In response to many concerns raised by tax professionals and members of the business community, the Department of Finance announced, in the May 14th release, significant changes to these proposals. Detailed legislation to implement the revised proposals is expected to be released early this summer and introduced in the House of Commons this fall.
Principal differences between the 2007 Budget and May 14th Proposals
The following chart summarizes the principal differences between the original interest deductibility proposals described in the 2007 Budget Notice of Ways and Means Motion and their intended replacement as described in a technical description released by the Department of Finance on May 14th.

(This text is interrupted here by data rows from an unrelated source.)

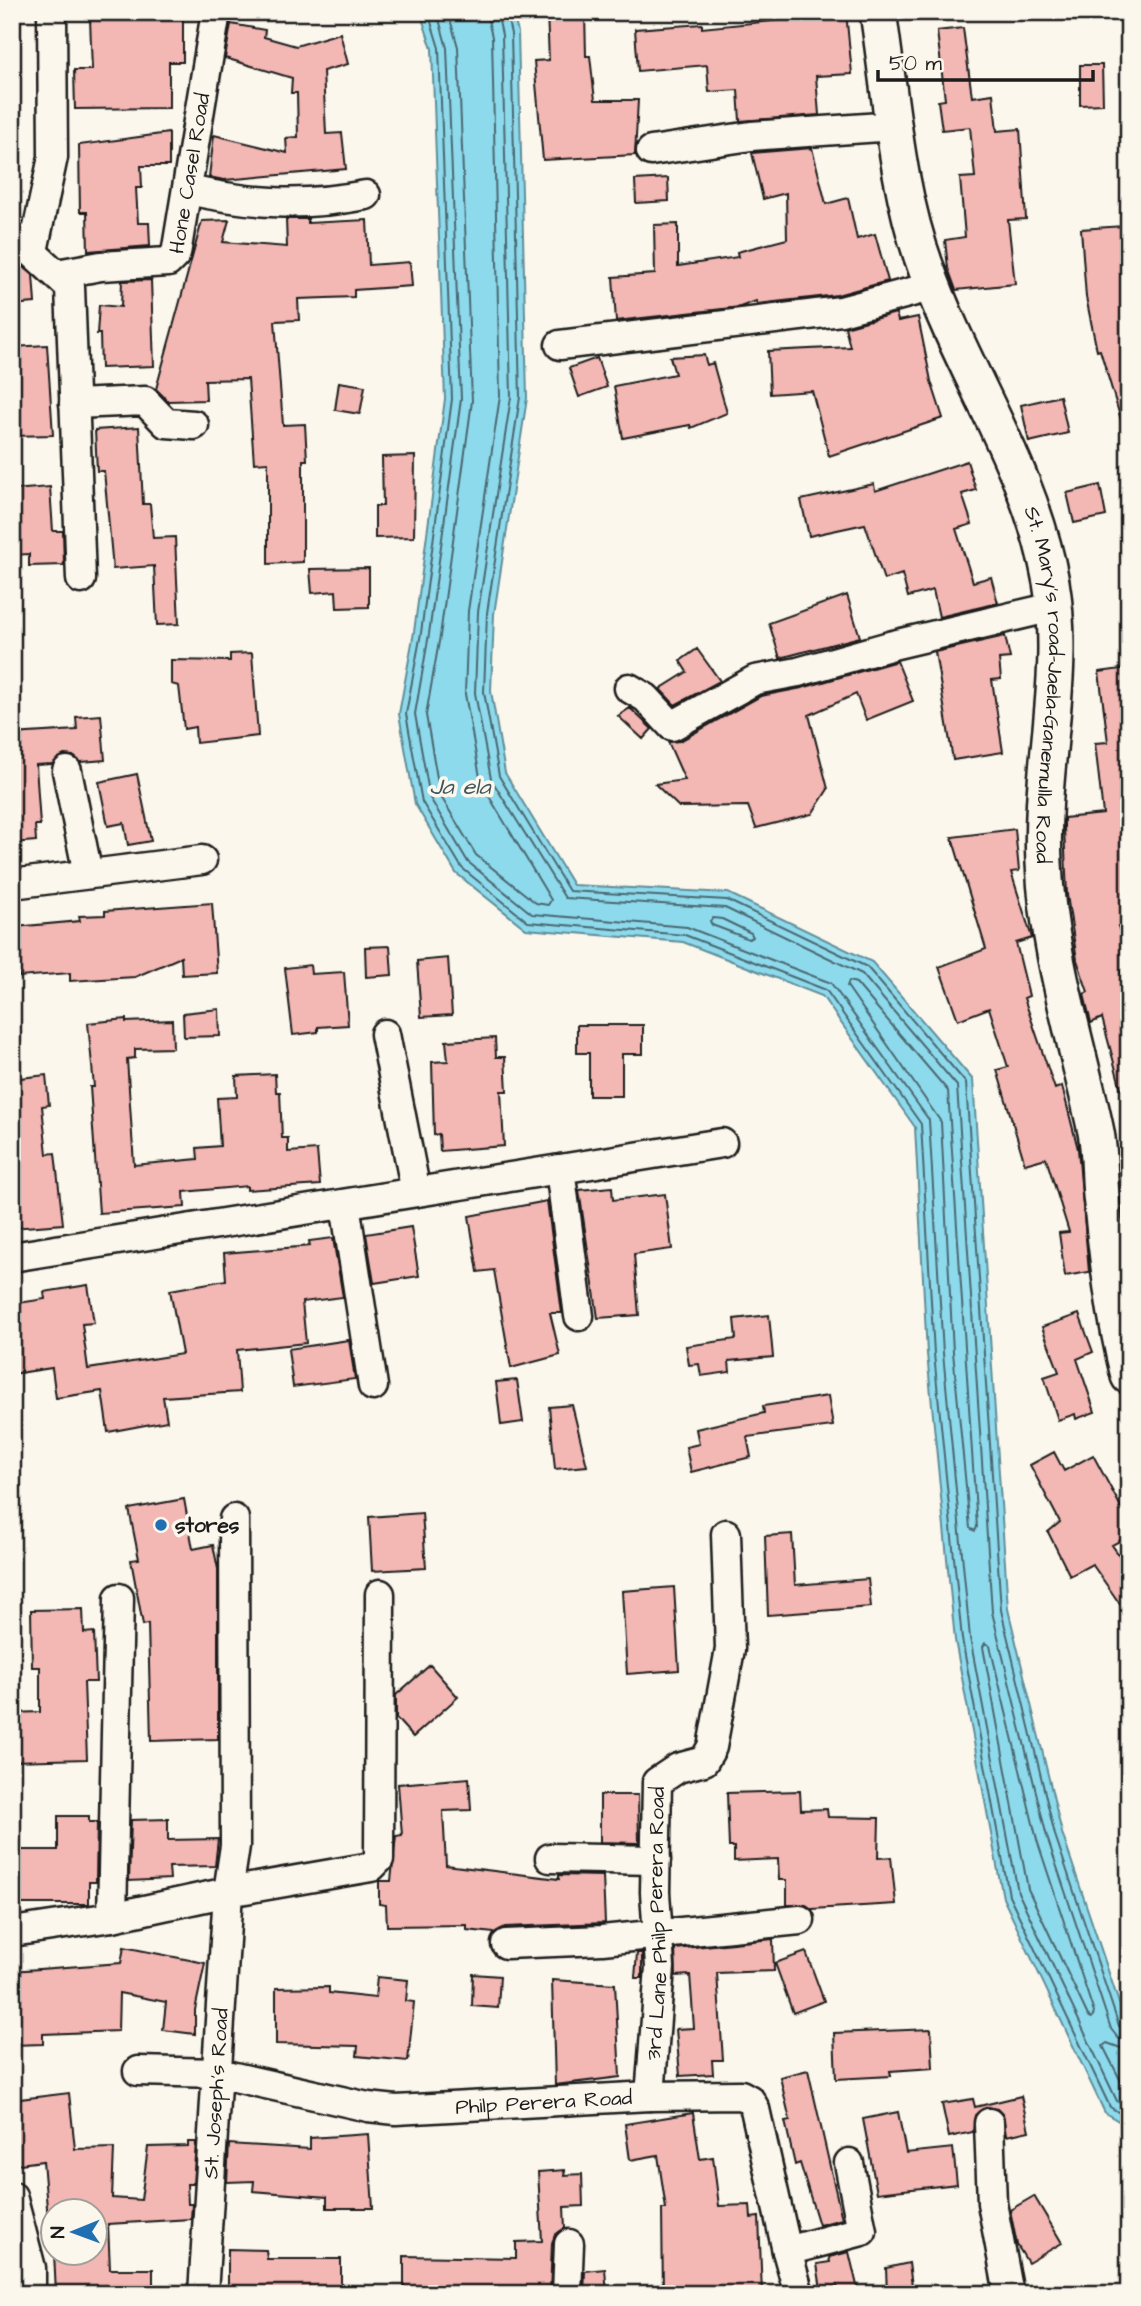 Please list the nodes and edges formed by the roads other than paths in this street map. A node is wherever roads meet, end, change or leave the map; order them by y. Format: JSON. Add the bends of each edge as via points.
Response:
{"nodes":[{"id":1,"x":52,"y":12,"type":"edge"},
{"id":2,"x":216,"y":12,"type":"edge"},
{"id":3,"x":878,"y":12,"type":"edge"},
{"id":4,"x":895,"y":126,"type":"junction"},
{"id":5,"x":651,"y":151,"type":"dead end"},
{"id":6,"x":188,"y":190,"type":"junction"},
{"id":7,"x":366,"y":195,"type":"dead end"},
{"id":8,"x":23,"y":242,"type":"edge"},
{"id":9,"x":57,"y":274,"type":"junction"},
{"id":10,"x":934,"y":286,"type":"junction"},
{"id":11,"x":560,"y":345,"type":"dead end"},
{"id":12,"x":74,"y":404,"type":"junction"},
{"id":13,"x":194,"y":425,"type":"dead end"},
{"id":14,"x":81,"y":579,"type":"dead end"},
{"id":15,"x":1053,"y":607,"type":"junction"},
{"id":16,"x":629,"y":688,"type":"dead end"},
{"id":17,"x":67,"y":771,"type":"dead end"},
{"id":18,"x":202,"y":860,"type":"dead end"},
{"id":19,"x":88,"y":874,"type":"junction"},
{"id":20,"x":12,"y":884,"type":"edge"},
{"id":21,"x":386,"y":1034,"type":"dead end"},
{"id":22,"x":722,"y":1143,"type":"dead end"},
{"id":23,"x":560,"y":1169,"type":"junction"},
{"id":24,"x":416,"y":1192,"type":"junction"},
{"id":25,"x":345,"y":1204,"type":"junction"},
{"id":26,"x":12,"y":1258,"type":"edge"},
{"id":27,"x":579,"y":1316,"type":"dead end"},
{"id":28,"x":1129,"y":1376,"type":"edge"},
{"id":29,"x":373,"y":1386,"type":"dead end"},
{"id":30,"x":234,"y":1519,"type":"dead end"},
{"id":31,"x":726,"y":1534,"type":"dead end"},
{"id":32,"x":380,"y":1594,"type":"dead end"},
{"id":33,"x":119,"y":1598,"type":"dead end"},
{"id":34,"x":550,"y":1858,"type":"dead end"},
{"id":35,"x":656,"y":1860,"type":"junction"},
{"id":36,"x":228,"y":1892,"type":"junction"},
{"id":37,"x":112,"y":1917,"type":"junction"},
{"id":38,"x":800,"y":1920,"type":"dead end"},
{"id":39,"x":12,"y":1932,"type":"edge"},
{"id":40,"x":658,"y":1934,"type":"junction"},
{"id":41,"x":506,"y":1944,"type":"dead end"},
{"id":42,"x":138,"y":2071,"type":"dead end"},
{"id":43,"x":217,"y":2073,"type":"junction"},
{"id":44,"x":650,"y":2096,"type":"junction"},
{"id":45,"x":989,"y":2123,"type":"dead end"},
{"id":46,"x":849,"y":2163,"type":"dead end"},
{"id":47,"x":12,"y":2196,"type":"edge"},
{"id":48,"x":569,"y":2244,"type":"dead end"},
{"id":49,"x":786,"y":2251,"type":"junction"},
{"id":50,"x":30,"y":2294,"type":"edge"},
{"id":51,"x":203,"y":2294,"type":"edge"},
{"id":52,"x":567,"y":2294,"type":"edge"},
{"id":53,"x":799,"y":2294,"type":"edge"},
{"id":54,"x":1009,"y":2294,"type":"edge"}],
"edges":[{"from":1,"to":8,"type":"street","via":[[53,156]]},
{"from":2,"to":6,"type":"street","name":"Hone Casel Road"},
{"from":3,"to":4,"type":"main road","name":"St. Mary's road-Jaela-Ganemulla Road"},
{"from":4,"to":5,"type":"street","via":[[751,136]]},
{"from":4,"to":10,"type":"main road","name":"St. Mary's road-Jaela-Ganemulla Road","via":[[904,189]]},
{"from":6,"to":7,"type":"street","via":[[238,201],[315,204]]},
{"from":6,"to":9,"type":"street","name":"Hone Casel Road","via":[[176,254],[168,262]]},
{"from":8,"to":9,"type":"street"},
{"from":9,"to":12,"type":"street","via":[[70,287]]},
{"from":10,"to":11,"type":"street","via":[[841,311]]},
{"from":10,"to":15,"type":"main road","name":"St. Mary's road-Jaela-Ganemulla Road","via":[[1014,460],[1034,516]]},
{"from":12,"to":13,"type":"street","via":[[145,401],[166,423]]},
{"from":12,"to":14,"type":"street"},
{"from":15,"to":16,"type":"street","via":[[755,680],[672,726],[646,698]]},
{"from":15,"to":28,"type":"main road","name":"St. Mary's road-Jaela-Ganemulla Road","via":[[1057,669],[1042,809],[1048,915],[1064,1005],[1097,1136],[1112,1299]]},
{"from":17,"to":19,"type":"street"},
{"from":18,"to":19,"type":"street"},
{"from":19,"to":20,"type":"street"},
{"from":21,"to":24,"type":"street"},
{"from":22,"to":23,"type":"street"},
{"from":23,"to":24,"type":"street"},
{"from":23,"to":27,"type":"street"},
{"from":24,"to":25,"type":"street"},
{"from":25,"to":26,"type":"street"},
{"from":25,"to":29,"type":"street"},
{"from":30,"to":36,"type":"street","name":"St. Joseph's Road","via":[[234,1846]]},
{"from":31,"to":35,"type":"street","name":"3rd Lane Philp Perera Road","via":[[730,1649],[712,1748],[704,1761],[678,1768],[657,1782]]},
{"from":32,"to":36,"type":"street","via":[[379,1859],[371,1867]]},
{"from":33,"to":37,"type":"street"},
{"from":34,"to":35,"type":"street"},
{"from":35,"to":40,"type":"street","name":"3rd Lane Philp Perera Road"},
{"from":36,"to":37,"type":"street"},
{"from":36,"to":43,"type":"street","name":"St. Joseph's Road"},
{"from":37,"to":39,"type":"street"},
{"from":38,"to":40,"type":"street"},
{"from":40,"to":41,"type":"street"},
{"from":40,"to":44,"type":"street","name":"3rd Lane Philp Perera Road","via":[[660,1967]]},
{"from":42,"to":43,"type":"street","name":"Philp Perera Road"},
{"from":43,"to":44,"type":"street","name":"Philp Perera Road","via":[[368,2107],[396,2109]]},
{"from":43,"to":51,"type":"street","name":"St. Joseph's Road"},
{"from":44,"to":49,"type":"street","name":"Philp Perera Road","via":[[741,2095],[751,2100]]},
{"from":45,"to":54,"type":"street","via":[[992,2203]]},
{"from":46,"to":49,"type":"street","via":[[862,2231]]},
{"from":47,"to":50,"type":"street","via":[[31,2268]]},
{"from":48,"to":52,"type":"street"},
{"from":49,"to":53,"type":"street","name":"Philp Perera Road"}]}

May 14, 2007: Proposed Anti-Double Dip Rule
The Minister of Finance’s speech suggested that the revised proposals are intended to address the use of double dips through tax havens and tower financing structures (which structures are designed to achieve a double dip where certain entities are characterized differently for Canadian and U.S. tax purposes). Although the Minister of Finance referred to the proposals as an “anti-tax haven” initiative, the technical description of the rules is not limited to tax havens or tower financing structures; it applies generally to certain double dip transactions. Specifically, a corporation will not be allowed a Canadian deduction for interest relating to investments in foreign affiliates that is paid or payable after 2011 to the extent of the corporation’s double dip income.
“Interest relating to investments in foreign affiliates” is defined broadly to include interest and other borrowing costs (net of related interest income) in respect of direct or indirect investments in a foreign corporation that is a foreign affiliate of the taxpayer or of a person or partnership not dealing at arm’s length with the taxpayer. The rule is to apply to a variety of investments in a foreign affiliate, including acquisitions of shares or indebtedness, loans and contributions to capital and any other income-earning investment, as well as any unpaid purchase price in respect of interests in the foreign affiliate.

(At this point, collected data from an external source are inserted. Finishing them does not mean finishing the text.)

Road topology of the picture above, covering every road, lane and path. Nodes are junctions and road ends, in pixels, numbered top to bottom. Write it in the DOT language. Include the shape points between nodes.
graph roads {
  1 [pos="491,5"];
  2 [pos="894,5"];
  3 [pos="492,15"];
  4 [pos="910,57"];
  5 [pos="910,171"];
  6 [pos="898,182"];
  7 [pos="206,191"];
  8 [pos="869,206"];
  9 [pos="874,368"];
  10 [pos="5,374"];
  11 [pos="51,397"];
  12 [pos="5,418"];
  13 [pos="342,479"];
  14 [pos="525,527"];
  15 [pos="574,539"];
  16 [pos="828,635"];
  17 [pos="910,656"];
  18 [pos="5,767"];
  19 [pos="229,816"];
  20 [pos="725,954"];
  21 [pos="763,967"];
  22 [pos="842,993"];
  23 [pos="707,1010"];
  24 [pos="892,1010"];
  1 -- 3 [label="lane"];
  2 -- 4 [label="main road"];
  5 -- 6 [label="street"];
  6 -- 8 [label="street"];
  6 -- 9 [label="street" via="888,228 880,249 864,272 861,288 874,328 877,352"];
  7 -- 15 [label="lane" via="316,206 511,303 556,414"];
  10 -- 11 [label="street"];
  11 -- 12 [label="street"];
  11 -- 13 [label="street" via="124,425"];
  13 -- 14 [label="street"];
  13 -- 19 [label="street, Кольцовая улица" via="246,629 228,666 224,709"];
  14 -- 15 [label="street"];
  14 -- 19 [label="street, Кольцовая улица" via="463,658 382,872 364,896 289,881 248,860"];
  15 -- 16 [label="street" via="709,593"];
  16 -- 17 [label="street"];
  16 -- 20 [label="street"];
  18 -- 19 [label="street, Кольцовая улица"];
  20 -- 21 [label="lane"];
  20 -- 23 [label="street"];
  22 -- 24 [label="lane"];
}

A corporation’s “double dip income” is the total of its participating percentage2 of the recharacterized income of each foreign affiliate share owned by it at any time in the taxation year. Double dip income is reduced by a grossed-up deduction for foreign taxes paid in respect of the recharacterized income (generally preventing the rule from applying only where foreign taxes are paid at a rate of at least 31%, although the amount of the interest deductibility denial would vary inversely with the foreign taxes paid on the double dip income).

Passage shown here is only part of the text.